The influence of the 15μ carbon-dioxide band on the atmospheric infra-red cooling rate


  • This paper was completed while the author was on leave of absence at Michigan State University. At present with Systems Research Corporation, Van Nuys, California.


The upward and downward radiation flux and cooling rate are calculated for the 15μ band of carbon dioxide. Results are obtained for three different carbon-dioxide concentrations from the surface of the earth to 75 km, and for six frequency intervals covering the band. The infra-red absorption measurements of Cloud (1952) are used for calculations, on a high-speed electronic computer, by a method which takes account of the pressure and Doppler broadening, the overlapping of the spectral lines, and the variation of the intensity and half-width of the spectral lines with temperature and pressure.
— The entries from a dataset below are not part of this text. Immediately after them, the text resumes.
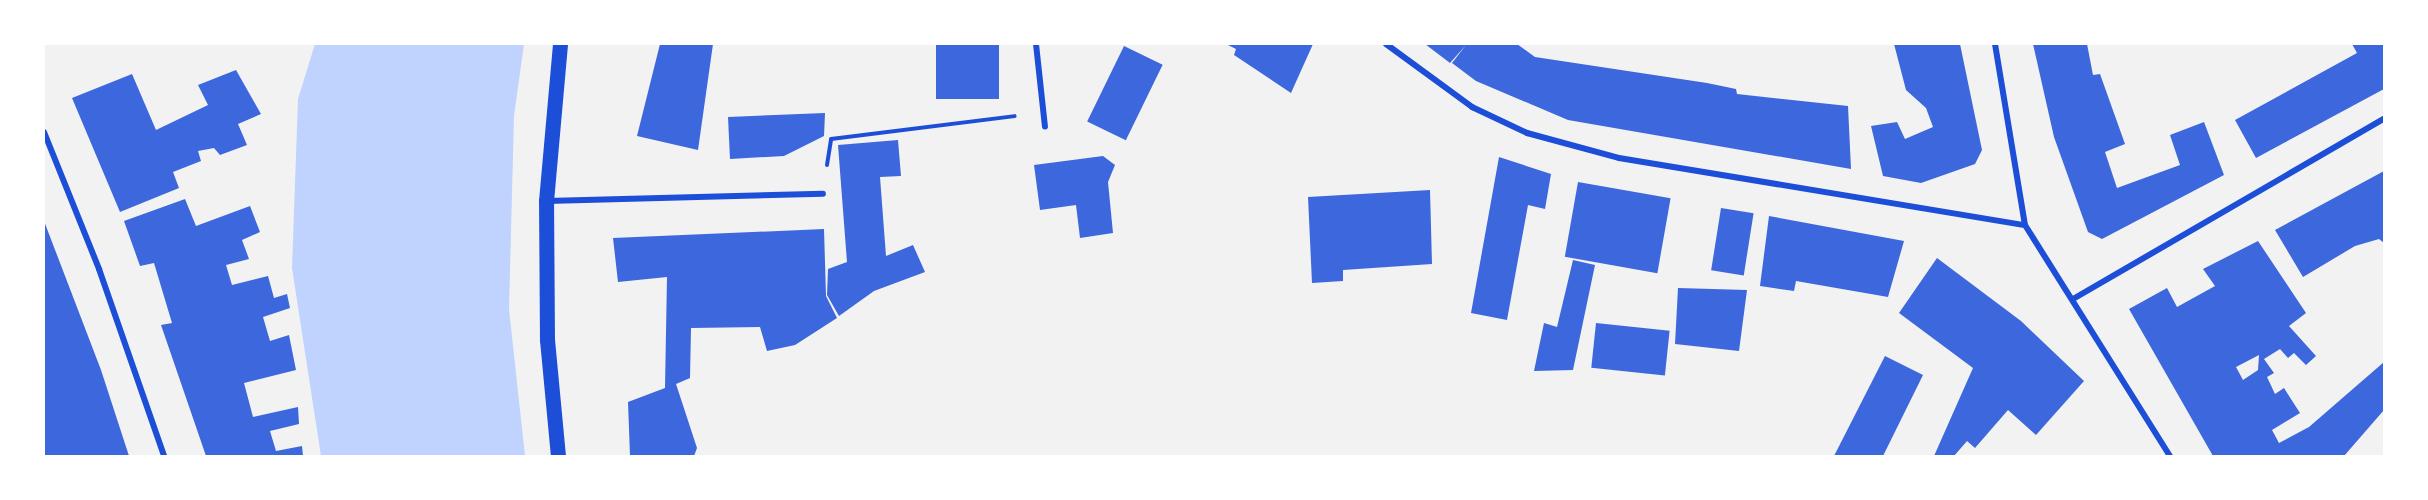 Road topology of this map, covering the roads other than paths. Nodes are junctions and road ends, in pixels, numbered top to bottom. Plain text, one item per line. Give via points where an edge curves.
1 (560, 44) edge
2 (1036, 44) edge
3 (1386, 44) edge
4 (1995, 44) edge
5 (2385, 119) edge
6 (1045, 127) dead end
7 (44, 132) edge
8 (823, 194) road end
9 (546, 201) junction
10 (2025, 225) junction
11 (2073, 299) junction
12 (164, 456) edge
13 (558, 456) edge
14 (2170, 456) edge

1 - 9 main road
2 - 6 street
3 - 10 street via 1472,107 1527,133 1619,158
4 - 10 street
5 - 11 street
7 - 12 street via 95,258
8 - 9 street
9 - 13 main road via 547,340
10 - 11 street
11 - 14 street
The numerical integration is performed over intervals that are never larger than 1 km and average values over layers are not used. The cooling rate for the present atmospheric carbon-dioxide concentration is greater than 1°C/day from 24 km to 70 km and is greater than 4°C/day from 38 km to 55 km. The sum of the ozone and carbon-dioxide cooling rates is greater than 4°C/day from 33 km to 57 km and agrees reasonably well with the heating due to ozone absorption. The results for different carbon-dioxide concentrations indicate that the average temperature at the surface of the earth would rise by 3.6°C if the carbon-dioxide concentration were doubled and would fall by 3.8°C if the carbon-dioxide concentration were halved, on the assumption that nothing else changed to affect the radiation balance.